Serge A. Sorser, Tammy Tran, Karen Hagglund3, Alexander Lyons, Hernando Lyons, Kamran Kalim

Objectives: The purpose of this study was to assess the diagnostic accuracy of the tissue transglutaminase antibody (tTG-Ab) for celiac disease (CD) in children.

Methods: A retrospective chart review of children suspected to have CD from January 2007 to December 2011 was conducted. Patients were excluded if they had an Immunoglobulin A (IgA) deficiency, an autoimmune disorder or were following a gluten-free diet at the time of presentation. Gender, age at the time of small bowel biopsy, chief complaint, family history of celiac disease, serum IgA and tTG-Ab were recorded. Sensitivity, specificity, positive predictive values (PPV) and negative predictive values (NPV) of tTG-Ab compared to biopsy result were calculated, using three different cut-off values of tTG-Ab: >100 U/mL, >200 U/mL, and >300 U/mL.

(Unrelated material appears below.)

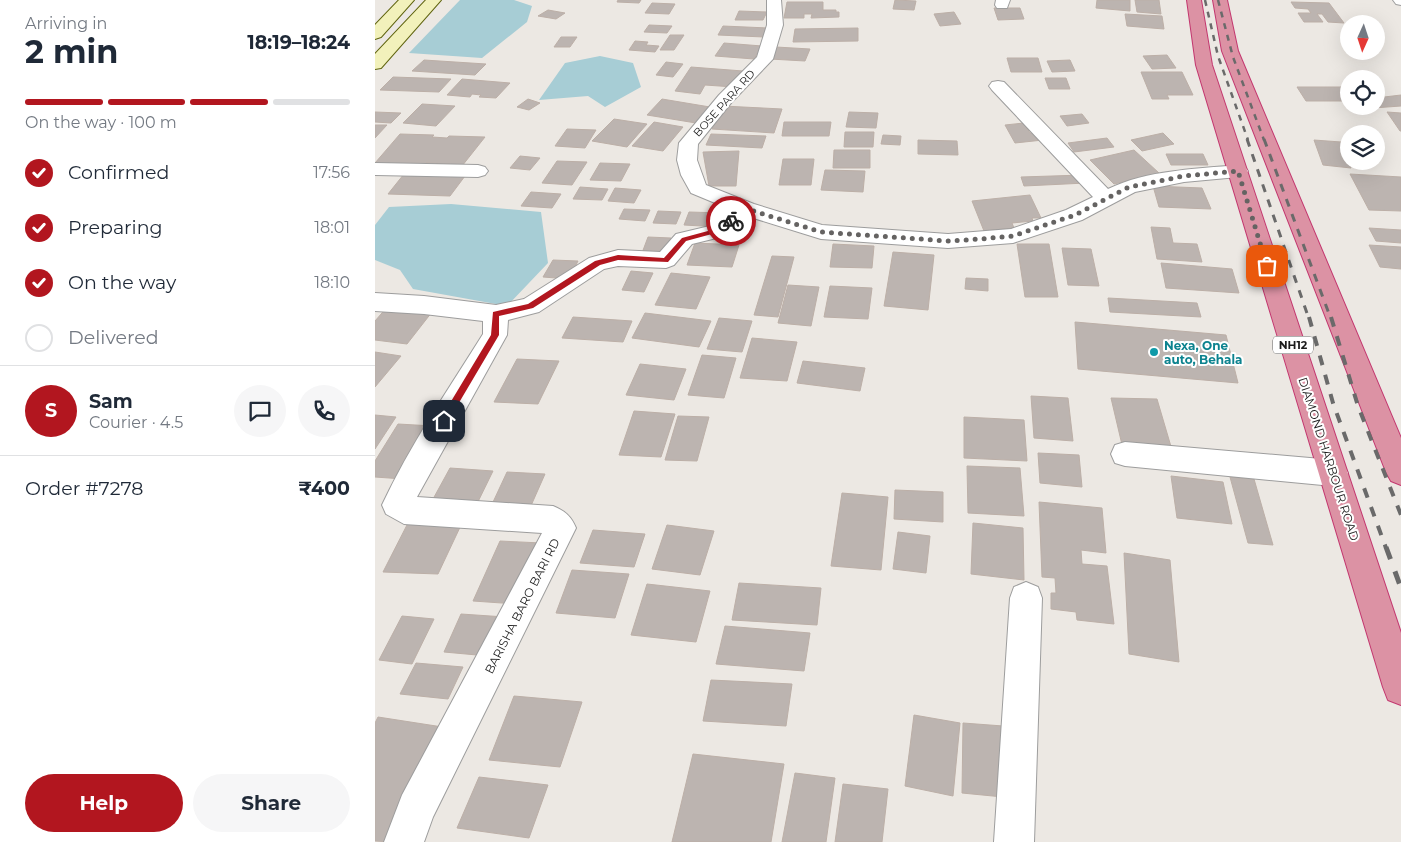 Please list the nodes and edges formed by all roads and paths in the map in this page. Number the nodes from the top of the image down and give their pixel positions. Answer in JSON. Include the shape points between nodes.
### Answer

Results: 174 patients were included. 51% were male and the mean ± SD age was 9.8 ± 5.0 years. Chief complaints included abdominal pain (63.8%), diarrhea (14.9%), failure to thrive (14.4%), and vomiting (12.1%). 11.5% (20) of the patients had a family history of CD. 22 (13%) had a positive biopsy and 51(29%) had an abnormal tTG Ab level, with 13 patients >100 U/mL, 12 patients >200 U/mL, and 10 patients >300 U/mL. The specificity and PPV for the three groups were 97% and 77%, 99% and 92%, 100% and 100% respectively.

Conclusion: Low sensitivity precludes the use of tTG-Ab as a screening test, although tTG-Ab >300 U/mL has a very high specificity and PPV for celiac disease. In pediatric patients with clinical features suggestive of celiac disease, a tTG-Ab of >300 U/mL may be used to diagnose CD, avoiding duodenal biopsy.